可動対向面部31には、磁性バネ4の外周端よりも外周側に形成された凹部6である外周側凹部62が形成されている。外周側凹部62は、磁性バネ4の外周端部(Z1側端部)に外周側から隣接するよう形成されている。外周側凹部62は、電磁コイル11の巻回軸を中心とした円環状に形成されている。

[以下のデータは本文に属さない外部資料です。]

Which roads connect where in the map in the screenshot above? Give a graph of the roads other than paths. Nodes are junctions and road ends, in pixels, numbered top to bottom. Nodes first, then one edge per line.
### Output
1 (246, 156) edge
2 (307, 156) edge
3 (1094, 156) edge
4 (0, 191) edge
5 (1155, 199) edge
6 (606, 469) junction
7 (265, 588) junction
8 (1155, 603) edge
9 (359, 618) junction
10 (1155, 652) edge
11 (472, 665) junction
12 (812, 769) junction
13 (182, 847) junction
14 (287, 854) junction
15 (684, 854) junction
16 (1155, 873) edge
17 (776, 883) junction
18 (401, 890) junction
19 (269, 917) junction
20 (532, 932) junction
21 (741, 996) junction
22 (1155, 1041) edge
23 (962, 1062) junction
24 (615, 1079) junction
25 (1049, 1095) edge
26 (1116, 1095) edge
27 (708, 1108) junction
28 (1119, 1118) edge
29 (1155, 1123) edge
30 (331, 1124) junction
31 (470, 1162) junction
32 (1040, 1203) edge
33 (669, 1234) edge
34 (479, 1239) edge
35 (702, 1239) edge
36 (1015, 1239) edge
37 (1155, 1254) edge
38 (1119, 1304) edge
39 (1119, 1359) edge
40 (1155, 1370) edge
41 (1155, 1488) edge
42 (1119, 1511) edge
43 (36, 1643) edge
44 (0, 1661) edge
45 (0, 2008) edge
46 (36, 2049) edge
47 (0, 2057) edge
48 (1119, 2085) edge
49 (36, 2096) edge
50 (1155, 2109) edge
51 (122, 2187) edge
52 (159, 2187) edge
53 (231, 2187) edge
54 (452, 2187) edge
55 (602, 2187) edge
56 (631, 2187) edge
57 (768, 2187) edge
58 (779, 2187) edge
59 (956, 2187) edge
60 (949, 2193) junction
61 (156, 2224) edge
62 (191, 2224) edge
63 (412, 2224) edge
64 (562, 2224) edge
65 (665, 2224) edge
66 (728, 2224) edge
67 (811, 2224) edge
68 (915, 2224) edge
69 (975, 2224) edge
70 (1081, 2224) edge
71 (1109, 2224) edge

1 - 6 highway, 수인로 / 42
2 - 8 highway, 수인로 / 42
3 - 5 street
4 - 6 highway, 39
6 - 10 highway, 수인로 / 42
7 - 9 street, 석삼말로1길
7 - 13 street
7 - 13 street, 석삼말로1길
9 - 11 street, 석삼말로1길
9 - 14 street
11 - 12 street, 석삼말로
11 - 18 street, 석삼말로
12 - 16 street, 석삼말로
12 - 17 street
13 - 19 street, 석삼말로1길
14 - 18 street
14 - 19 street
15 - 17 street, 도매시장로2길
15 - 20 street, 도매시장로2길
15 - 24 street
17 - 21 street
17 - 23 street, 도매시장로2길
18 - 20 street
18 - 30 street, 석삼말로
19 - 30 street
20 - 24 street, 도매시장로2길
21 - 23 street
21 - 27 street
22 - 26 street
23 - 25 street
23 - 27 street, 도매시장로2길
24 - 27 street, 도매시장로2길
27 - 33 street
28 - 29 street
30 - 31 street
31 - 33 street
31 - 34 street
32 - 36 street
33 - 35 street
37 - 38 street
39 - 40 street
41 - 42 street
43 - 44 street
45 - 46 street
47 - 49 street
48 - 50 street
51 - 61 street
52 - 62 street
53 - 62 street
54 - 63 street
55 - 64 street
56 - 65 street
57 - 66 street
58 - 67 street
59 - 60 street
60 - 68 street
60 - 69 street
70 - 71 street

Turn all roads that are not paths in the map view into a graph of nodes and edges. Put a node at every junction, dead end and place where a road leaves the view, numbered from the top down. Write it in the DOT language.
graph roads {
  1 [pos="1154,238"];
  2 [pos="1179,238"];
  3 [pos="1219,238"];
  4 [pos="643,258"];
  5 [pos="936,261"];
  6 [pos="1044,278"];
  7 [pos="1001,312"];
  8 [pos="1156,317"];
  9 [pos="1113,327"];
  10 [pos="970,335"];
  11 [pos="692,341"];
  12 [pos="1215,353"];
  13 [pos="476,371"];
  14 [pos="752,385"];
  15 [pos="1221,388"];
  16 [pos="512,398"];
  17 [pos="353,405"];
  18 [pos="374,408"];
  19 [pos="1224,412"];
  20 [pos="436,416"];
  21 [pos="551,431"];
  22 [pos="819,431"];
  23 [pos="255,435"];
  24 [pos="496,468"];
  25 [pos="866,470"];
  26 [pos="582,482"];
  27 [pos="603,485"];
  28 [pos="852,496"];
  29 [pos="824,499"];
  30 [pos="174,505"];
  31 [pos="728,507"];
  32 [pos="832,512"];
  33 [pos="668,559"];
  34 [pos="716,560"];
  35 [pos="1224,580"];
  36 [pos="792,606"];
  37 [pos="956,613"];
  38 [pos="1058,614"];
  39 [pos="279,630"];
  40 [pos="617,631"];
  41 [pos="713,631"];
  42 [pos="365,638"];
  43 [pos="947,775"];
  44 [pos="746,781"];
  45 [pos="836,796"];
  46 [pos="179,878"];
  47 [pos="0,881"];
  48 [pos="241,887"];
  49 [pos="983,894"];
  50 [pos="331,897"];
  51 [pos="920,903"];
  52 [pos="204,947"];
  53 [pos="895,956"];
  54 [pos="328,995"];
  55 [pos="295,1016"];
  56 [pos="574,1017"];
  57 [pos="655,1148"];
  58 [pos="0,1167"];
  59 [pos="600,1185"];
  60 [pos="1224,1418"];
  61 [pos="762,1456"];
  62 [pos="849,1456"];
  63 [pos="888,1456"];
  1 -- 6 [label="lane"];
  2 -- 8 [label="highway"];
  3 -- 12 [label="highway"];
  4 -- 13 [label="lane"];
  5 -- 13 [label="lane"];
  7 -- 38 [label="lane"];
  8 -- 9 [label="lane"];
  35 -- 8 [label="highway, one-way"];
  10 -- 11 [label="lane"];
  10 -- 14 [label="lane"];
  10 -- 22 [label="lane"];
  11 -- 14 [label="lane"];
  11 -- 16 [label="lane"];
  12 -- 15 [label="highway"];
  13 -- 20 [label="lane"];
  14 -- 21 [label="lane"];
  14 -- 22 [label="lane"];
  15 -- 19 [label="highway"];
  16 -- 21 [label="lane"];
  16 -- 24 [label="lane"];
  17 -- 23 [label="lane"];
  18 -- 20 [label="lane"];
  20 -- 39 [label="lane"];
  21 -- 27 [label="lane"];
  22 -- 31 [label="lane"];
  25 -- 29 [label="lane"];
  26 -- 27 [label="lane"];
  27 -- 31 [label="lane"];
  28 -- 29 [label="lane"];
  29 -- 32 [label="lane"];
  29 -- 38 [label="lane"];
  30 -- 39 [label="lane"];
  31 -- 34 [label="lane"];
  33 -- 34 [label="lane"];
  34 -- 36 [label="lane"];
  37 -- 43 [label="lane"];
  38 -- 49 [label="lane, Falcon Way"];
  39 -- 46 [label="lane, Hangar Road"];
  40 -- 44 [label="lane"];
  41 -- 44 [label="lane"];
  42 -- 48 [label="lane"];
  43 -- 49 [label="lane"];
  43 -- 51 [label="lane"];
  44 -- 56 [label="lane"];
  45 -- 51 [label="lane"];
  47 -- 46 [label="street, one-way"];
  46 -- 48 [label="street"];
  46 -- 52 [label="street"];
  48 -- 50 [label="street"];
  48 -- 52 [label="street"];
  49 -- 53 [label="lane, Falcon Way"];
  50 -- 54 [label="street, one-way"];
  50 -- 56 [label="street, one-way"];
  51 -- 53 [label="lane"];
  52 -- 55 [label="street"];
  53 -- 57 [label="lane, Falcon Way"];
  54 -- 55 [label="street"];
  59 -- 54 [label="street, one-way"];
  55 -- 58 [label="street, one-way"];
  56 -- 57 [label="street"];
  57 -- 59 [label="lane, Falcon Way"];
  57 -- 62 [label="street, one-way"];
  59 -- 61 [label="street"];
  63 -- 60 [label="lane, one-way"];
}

そして、磁性バネ4の内周端のZ2側の面は、可動対向面部31における、内周側凹部61に対して外周側に隣接する部位に接合されている。また、磁性バネ4の外周端のZ1側の面は、固定対向面部21における、外周側凹部62に対して内周側に隣接する部位に接合されている。これにより、磁性バネ4は、径方向における内周側凹部61と外周側凹部62との間の領域に位置決めされている。
その他は、実施形態11と同様である。
本実施形態においては、内周側凹部61によって奏される効果として実施形態1と同様の作用効果を有し、外周側凹部62によって奏される効果として実施形態6と同様の作用効果を有する。
その他、実施形態11と同様の作用効果を有する。
本発明は、前記各実施形態に限定されるものではなく、その要旨を逸脱しない範囲において種々の実施形態に適用することが可能である。
例えば、前記各実施形態においては、ソレノイド装置を電磁継電器に用いたがこれに限られず、ソレノイド装置を例えば電磁弁等に用いることも可能である。
また、実施形態2、実施形態3の内周側スペーサや、実施形態6の外周側スペーサは、全周に形成された円環状に形成したが、これに限られず、例えば内周側、外周側スペーサのそれぞれは、周方向に所定間隔をあけて断続的に環状に配されていてもよい。また、内周側スペーサ、外周側スペーサは、環状に配置されるものに限られず、磁性バネを位置決めできれば他の構成を採用することも可能である。